> [Stored data]
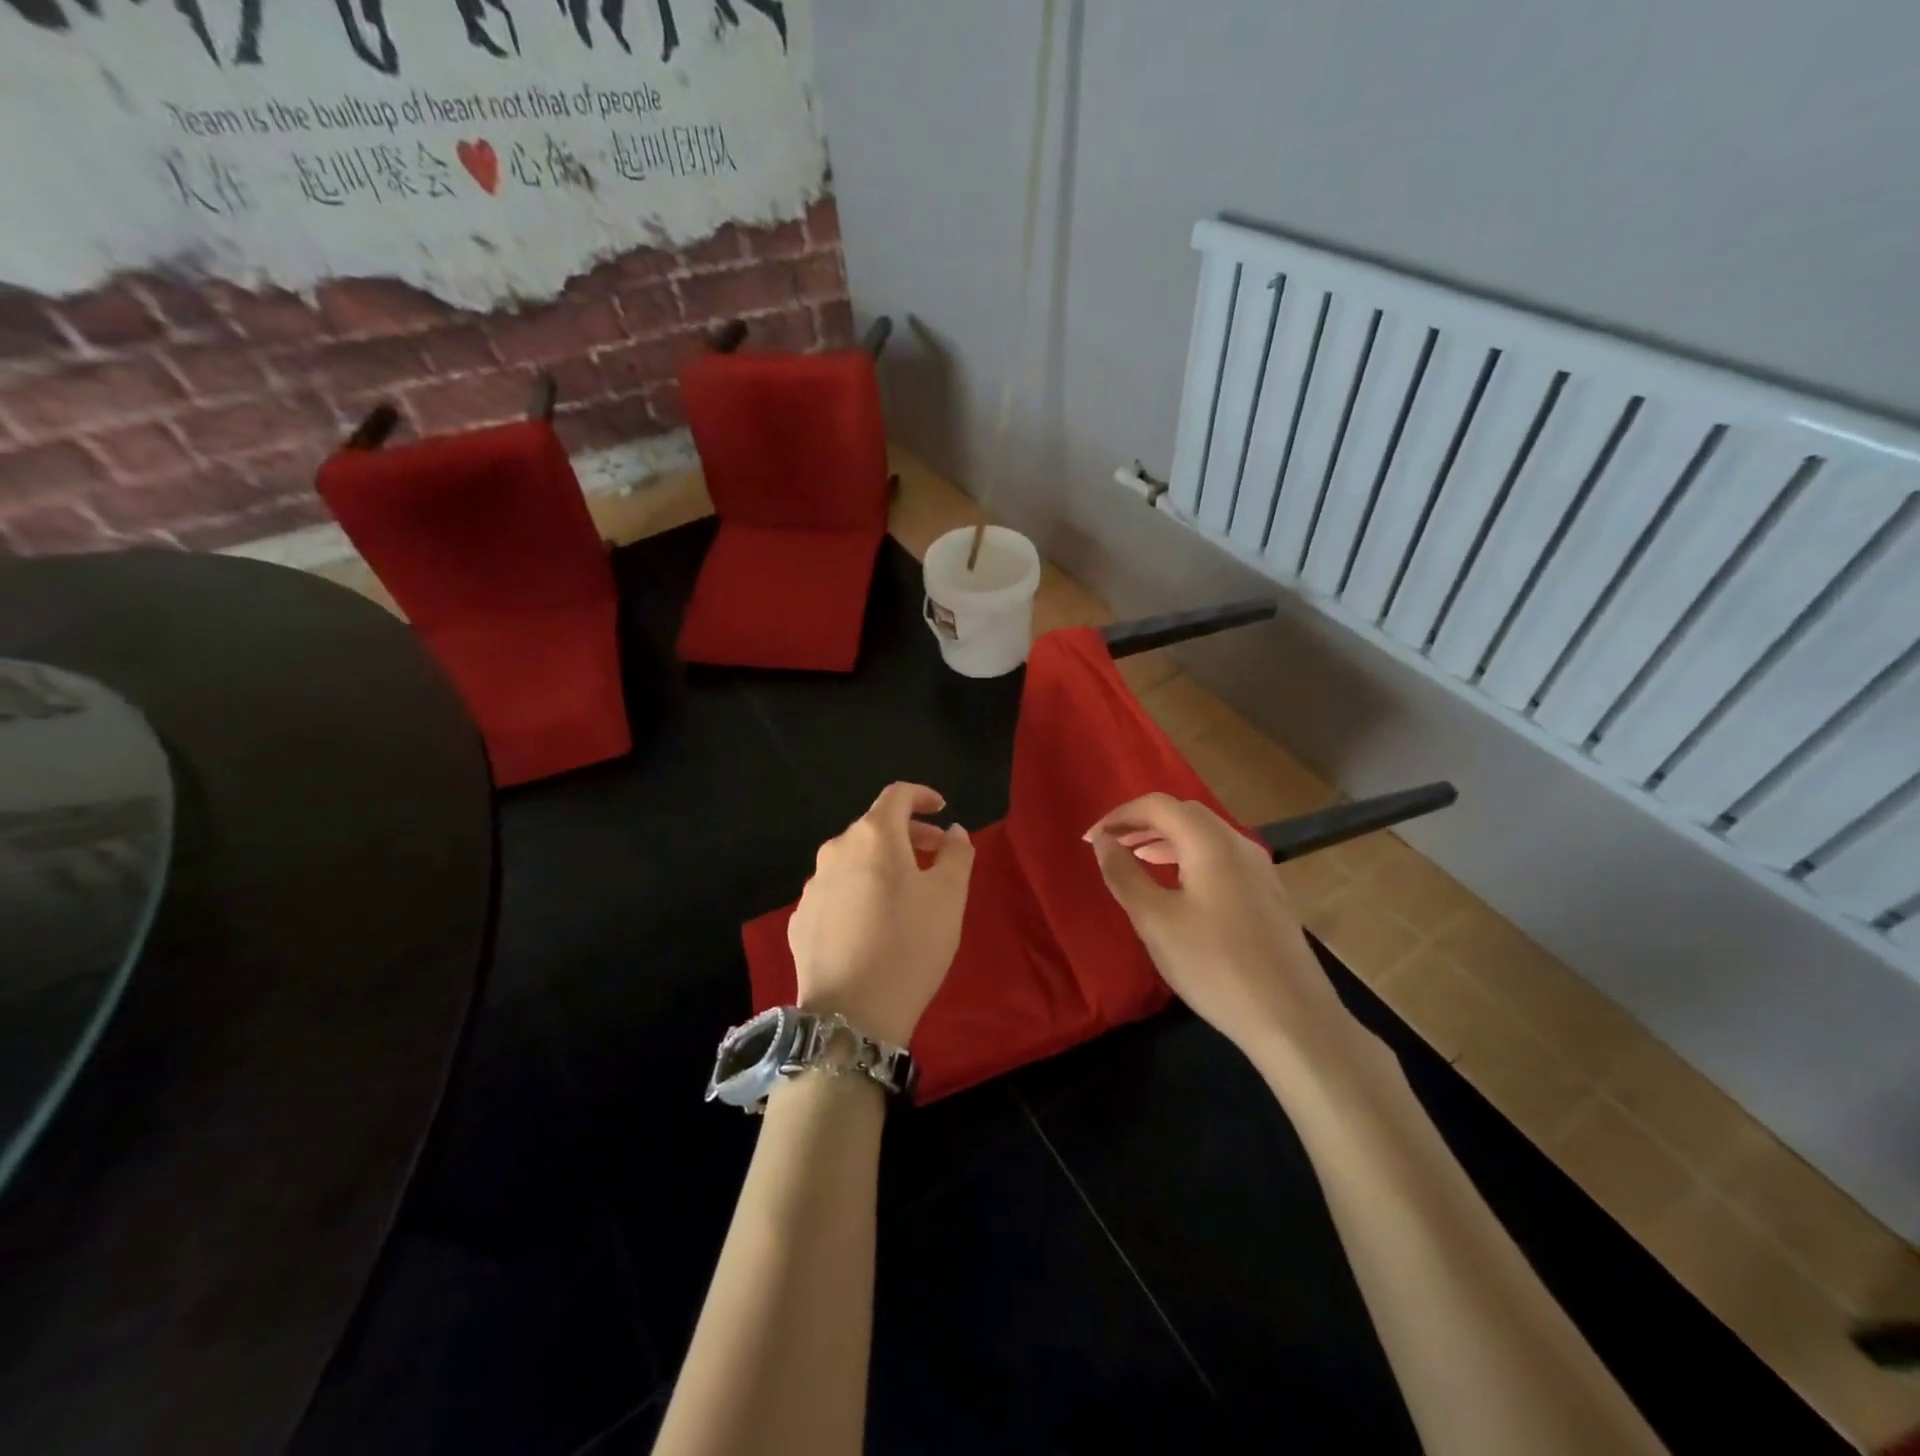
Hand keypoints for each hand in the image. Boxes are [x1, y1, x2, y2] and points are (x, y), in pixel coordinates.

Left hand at [788, 783, 975, 1047]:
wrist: (850, 1015)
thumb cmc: (909, 946)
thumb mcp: (949, 897)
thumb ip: (956, 853)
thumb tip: (952, 831)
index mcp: (873, 836)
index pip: (897, 795)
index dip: (922, 796)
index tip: (942, 809)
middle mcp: (836, 850)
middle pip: (875, 828)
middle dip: (909, 835)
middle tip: (936, 858)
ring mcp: (812, 886)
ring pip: (854, 861)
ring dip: (883, 865)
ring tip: (907, 897)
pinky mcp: (800, 920)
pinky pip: (836, 892)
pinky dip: (859, 892)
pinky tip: (873, 926)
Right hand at [1085, 794, 1361, 1077]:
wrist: (1292, 1019)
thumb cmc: (1215, 966)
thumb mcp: (1155, 921)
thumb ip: (1124, 874)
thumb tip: (1104, 842)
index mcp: (1211, 843)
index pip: (1158, 805)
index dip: (1120, 815)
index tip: (1092, 839)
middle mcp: (1239, 844)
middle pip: (1184, 813)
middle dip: (1143, 823)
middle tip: (1111, 845)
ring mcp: (1260, 869)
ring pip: (1205, 835)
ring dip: (1166, 840)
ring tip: (1136, 860)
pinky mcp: (1268, 894)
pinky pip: (1220, 857)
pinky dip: (1188, 858)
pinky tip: (1177, 887)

> [What you will do] Working through the entries line by line, count those containing "ring" and report only the number.

> [Written reply] 8